Question Video: Using Place Value to Write Numbers in Words and Digits | Nagwa Question Video: Using Place Value to Write Numbers in Words and Digits | Nagwa

Question Video: Using Place Value to Write Numbers in Words and Digits Mathematics • Third Year of Primary School

Write eighty thousand, nine hundred twenty-seven in digits.

03:01

Video Transcript

Write eighty thousand nine hundred twenty-seven in digits.

There are lots of ways to represent numbers. And in this question, we’re given a number that’s been written in words: eighty thousand nine hundred twenty-seven. And we’re asked to write this number a different way, in digits. How many digits do you think we’ll need? Or perhaps a better question is, which part of our number should we look at to work out how many digits we’ll need?

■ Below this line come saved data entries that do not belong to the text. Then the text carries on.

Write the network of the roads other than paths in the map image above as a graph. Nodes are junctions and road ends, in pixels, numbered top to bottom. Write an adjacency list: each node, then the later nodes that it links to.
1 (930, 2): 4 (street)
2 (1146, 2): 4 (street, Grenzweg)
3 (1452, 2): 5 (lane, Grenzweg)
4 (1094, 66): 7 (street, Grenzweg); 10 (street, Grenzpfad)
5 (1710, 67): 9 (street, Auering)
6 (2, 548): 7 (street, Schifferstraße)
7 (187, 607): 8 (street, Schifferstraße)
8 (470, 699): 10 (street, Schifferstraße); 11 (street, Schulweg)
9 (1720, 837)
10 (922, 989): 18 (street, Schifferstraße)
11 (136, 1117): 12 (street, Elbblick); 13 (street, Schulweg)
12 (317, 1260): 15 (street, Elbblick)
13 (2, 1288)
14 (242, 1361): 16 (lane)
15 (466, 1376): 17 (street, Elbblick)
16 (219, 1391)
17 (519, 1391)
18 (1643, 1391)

Just like any number, as we read it in words, we can see that the place value units get less and less. So, for example, the last number we say, which is the seven in 27, this actually has the smallest place value. This isn’t really a lot of help to us to work out how many digits we’re going to need. But if we look at the other end of our number, that’s the first part that we say, we can see a different story, 80,000. This is the part of the number with the largest place value.

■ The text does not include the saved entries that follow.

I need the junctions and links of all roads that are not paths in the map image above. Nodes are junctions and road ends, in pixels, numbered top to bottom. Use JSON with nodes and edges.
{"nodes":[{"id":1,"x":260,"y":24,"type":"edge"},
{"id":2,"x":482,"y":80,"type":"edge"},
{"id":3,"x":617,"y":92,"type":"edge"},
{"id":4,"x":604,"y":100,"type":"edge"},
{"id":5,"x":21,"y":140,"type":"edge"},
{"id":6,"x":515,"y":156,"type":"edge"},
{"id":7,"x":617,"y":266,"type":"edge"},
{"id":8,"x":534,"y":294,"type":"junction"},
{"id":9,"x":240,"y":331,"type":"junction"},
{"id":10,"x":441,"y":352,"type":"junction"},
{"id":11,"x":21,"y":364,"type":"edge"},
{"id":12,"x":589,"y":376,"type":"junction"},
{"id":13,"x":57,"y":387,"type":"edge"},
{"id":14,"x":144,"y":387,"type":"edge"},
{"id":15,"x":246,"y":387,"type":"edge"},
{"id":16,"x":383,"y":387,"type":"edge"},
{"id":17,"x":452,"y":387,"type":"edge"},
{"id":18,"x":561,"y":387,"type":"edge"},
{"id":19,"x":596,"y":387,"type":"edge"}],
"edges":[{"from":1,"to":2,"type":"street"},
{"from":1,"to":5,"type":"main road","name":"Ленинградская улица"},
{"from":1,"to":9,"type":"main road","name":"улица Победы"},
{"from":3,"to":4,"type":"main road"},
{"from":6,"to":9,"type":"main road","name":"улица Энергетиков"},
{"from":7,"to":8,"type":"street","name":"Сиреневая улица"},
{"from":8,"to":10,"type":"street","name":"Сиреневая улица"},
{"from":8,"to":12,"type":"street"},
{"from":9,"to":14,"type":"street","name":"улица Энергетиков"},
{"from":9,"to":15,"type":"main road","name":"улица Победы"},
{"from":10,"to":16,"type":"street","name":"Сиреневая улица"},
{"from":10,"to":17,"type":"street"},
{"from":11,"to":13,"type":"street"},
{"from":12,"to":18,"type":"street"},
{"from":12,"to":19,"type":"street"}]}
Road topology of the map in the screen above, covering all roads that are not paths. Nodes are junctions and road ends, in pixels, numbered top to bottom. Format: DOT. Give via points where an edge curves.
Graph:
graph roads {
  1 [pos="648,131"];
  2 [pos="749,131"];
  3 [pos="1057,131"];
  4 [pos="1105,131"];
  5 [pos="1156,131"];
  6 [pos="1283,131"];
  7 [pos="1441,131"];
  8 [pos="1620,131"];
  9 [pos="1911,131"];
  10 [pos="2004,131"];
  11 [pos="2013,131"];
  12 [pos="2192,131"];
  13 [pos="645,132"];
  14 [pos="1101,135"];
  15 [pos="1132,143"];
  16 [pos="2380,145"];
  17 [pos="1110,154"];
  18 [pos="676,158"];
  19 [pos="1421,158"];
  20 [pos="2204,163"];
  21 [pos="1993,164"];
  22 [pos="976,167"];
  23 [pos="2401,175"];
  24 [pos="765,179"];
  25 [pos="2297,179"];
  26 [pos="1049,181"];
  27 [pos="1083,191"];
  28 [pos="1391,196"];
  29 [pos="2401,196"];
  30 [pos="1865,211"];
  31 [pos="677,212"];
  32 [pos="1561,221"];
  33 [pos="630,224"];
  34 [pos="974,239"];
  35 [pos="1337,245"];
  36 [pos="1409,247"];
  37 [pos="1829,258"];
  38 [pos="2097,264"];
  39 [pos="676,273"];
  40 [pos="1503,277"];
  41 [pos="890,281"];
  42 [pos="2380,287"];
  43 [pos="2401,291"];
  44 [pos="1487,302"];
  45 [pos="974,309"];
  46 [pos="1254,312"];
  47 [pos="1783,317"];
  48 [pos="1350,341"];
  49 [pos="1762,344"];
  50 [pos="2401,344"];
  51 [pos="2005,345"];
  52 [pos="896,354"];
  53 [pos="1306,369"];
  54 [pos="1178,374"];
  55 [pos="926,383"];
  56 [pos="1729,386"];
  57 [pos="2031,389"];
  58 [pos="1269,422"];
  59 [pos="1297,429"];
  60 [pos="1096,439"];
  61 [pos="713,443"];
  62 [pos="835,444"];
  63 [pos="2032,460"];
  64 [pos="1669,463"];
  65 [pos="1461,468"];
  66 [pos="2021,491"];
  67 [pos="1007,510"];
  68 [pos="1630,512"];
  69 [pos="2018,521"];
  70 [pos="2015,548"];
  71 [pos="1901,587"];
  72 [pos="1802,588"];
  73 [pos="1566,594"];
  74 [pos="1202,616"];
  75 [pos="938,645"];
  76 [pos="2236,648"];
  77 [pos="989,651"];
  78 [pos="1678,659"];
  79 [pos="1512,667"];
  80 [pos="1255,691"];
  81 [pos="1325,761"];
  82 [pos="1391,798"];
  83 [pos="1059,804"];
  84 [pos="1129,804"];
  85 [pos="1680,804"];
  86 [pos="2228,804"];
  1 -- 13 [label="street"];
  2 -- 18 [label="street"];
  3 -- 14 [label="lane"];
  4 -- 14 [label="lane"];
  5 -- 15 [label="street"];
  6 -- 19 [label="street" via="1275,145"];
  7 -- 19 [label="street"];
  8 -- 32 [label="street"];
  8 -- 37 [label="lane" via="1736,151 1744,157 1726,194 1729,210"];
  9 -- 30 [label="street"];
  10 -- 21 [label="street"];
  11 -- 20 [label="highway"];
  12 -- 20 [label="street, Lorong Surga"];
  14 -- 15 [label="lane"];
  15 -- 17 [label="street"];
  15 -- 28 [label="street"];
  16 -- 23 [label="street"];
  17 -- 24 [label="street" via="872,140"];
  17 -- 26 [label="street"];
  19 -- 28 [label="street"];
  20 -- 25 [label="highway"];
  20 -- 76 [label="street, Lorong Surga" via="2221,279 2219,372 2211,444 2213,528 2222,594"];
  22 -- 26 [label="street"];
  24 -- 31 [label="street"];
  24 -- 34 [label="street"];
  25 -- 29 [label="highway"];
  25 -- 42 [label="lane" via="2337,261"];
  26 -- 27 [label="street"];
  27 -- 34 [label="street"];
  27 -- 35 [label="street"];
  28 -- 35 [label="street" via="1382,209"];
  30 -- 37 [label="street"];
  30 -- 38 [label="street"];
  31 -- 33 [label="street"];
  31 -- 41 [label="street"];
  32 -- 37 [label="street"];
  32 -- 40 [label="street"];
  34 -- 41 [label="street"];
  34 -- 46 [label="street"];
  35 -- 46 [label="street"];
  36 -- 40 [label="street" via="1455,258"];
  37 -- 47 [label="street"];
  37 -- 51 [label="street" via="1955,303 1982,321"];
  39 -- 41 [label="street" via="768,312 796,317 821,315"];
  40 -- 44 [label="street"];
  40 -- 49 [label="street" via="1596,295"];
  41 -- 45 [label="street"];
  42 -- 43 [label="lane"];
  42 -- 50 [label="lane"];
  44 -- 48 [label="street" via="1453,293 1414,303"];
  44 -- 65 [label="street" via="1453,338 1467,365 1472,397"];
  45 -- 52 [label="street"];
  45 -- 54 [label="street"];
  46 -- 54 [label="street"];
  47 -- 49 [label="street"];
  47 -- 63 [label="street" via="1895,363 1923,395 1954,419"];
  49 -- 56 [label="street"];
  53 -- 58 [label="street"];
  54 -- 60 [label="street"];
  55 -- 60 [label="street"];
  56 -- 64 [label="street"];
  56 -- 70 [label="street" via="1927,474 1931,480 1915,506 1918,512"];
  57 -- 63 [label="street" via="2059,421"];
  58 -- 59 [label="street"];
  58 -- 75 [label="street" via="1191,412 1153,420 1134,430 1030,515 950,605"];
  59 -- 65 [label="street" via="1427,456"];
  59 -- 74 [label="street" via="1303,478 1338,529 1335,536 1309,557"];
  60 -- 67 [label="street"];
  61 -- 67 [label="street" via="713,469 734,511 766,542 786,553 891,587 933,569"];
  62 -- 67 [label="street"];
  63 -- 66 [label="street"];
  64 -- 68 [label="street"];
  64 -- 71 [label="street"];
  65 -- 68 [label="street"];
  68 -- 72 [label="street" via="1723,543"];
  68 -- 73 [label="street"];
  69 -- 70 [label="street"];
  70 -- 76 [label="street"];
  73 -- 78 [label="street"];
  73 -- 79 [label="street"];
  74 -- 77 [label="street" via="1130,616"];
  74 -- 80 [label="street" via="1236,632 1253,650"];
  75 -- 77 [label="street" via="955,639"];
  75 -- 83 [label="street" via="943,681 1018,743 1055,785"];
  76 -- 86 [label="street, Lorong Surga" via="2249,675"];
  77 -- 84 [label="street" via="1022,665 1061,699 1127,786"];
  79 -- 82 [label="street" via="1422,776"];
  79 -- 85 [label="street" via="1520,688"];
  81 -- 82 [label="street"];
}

Now, because we can see the word thousand, it might look like we’re talking about the thousands column here. Is this a four-digit number? Well, when we look how many thousands we need, it’s 80,000. We’re going to need five digits to show our number. Let’s draw a place value grid to show this.

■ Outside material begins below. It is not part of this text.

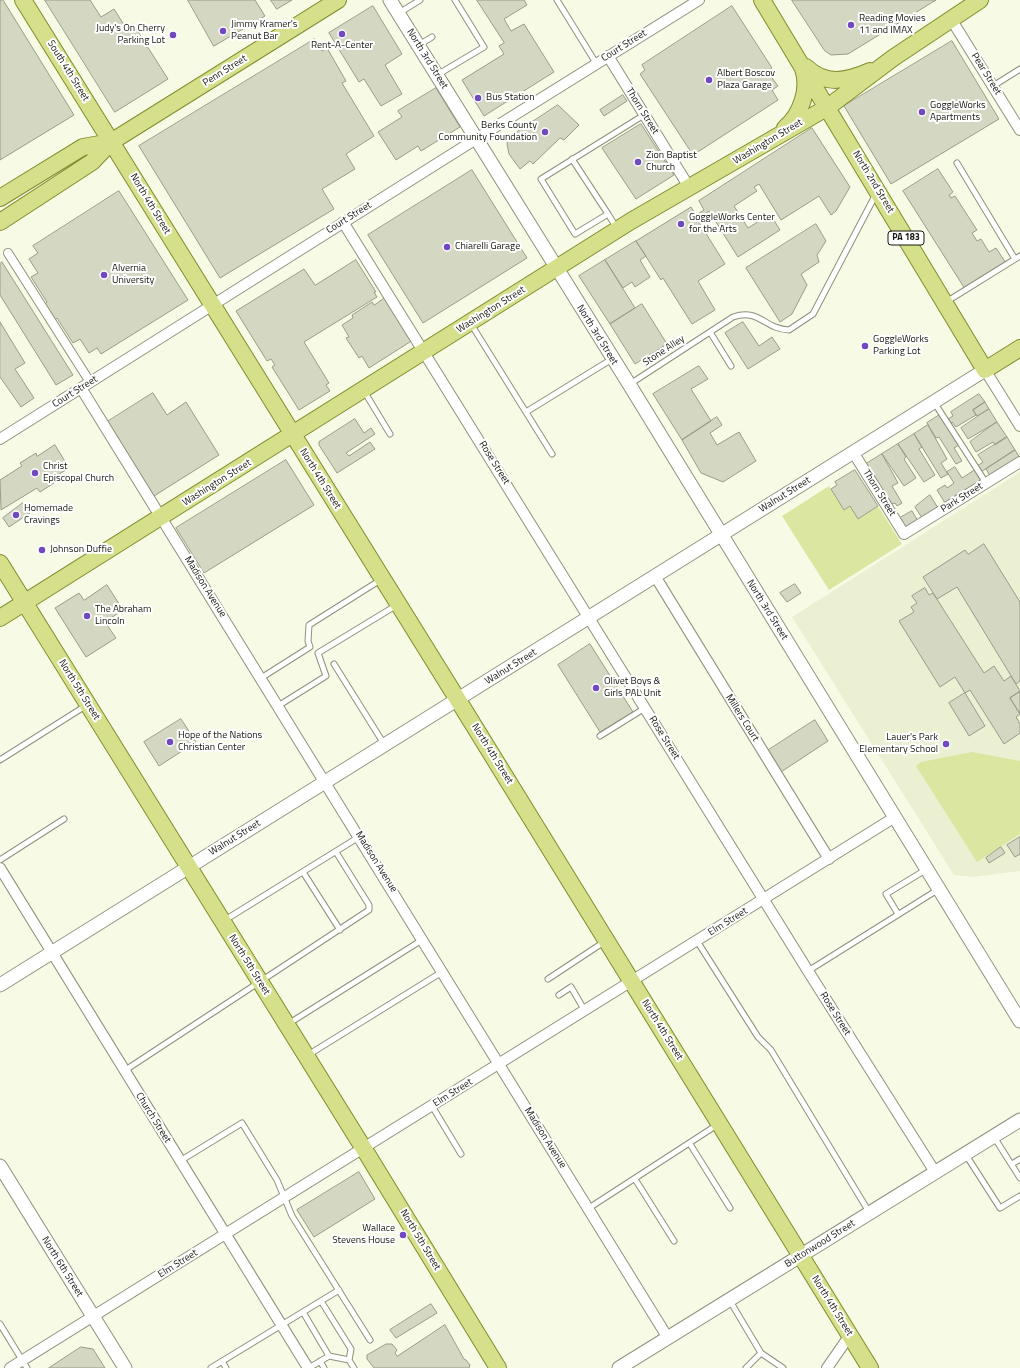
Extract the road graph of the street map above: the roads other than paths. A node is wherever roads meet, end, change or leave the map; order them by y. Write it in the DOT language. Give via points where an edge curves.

If our number was 8,927, then we’d need to write the digit eight in the thousands place. Then it would be a four-digit number we’d be talking about. But we need to show 80,000. And so the digit eight needs to go in the ten thousands place. Eight lots of 10,000 are the same as 80,000. And notice that our number doesn’t say 81,000 or 85,000. It just says 80,000. So we need to put a zero in the thousands place.

Now we’re just left with the hundreds, tens, and ones, and we need to show 927. Well, we know how to do this, don’t we? That’s a nine in the hundreds place, a two in the tens place that represents 20, and a seven in the ones place. And the only other thing that’s useful to remember as we write our five-digit number is that it’s helpful to put a comma after the thousands digit and before the hundreds digit. It’s just a way of separating out the thousands, and it helps us to read the number quickly, 80,927.

We used a place value grid to show that this number contains eight 10,000s, zero 1,000s, nine 100s, two 10s, and seven ones. We can write the number using the digits eight-zero-nine-two-seven.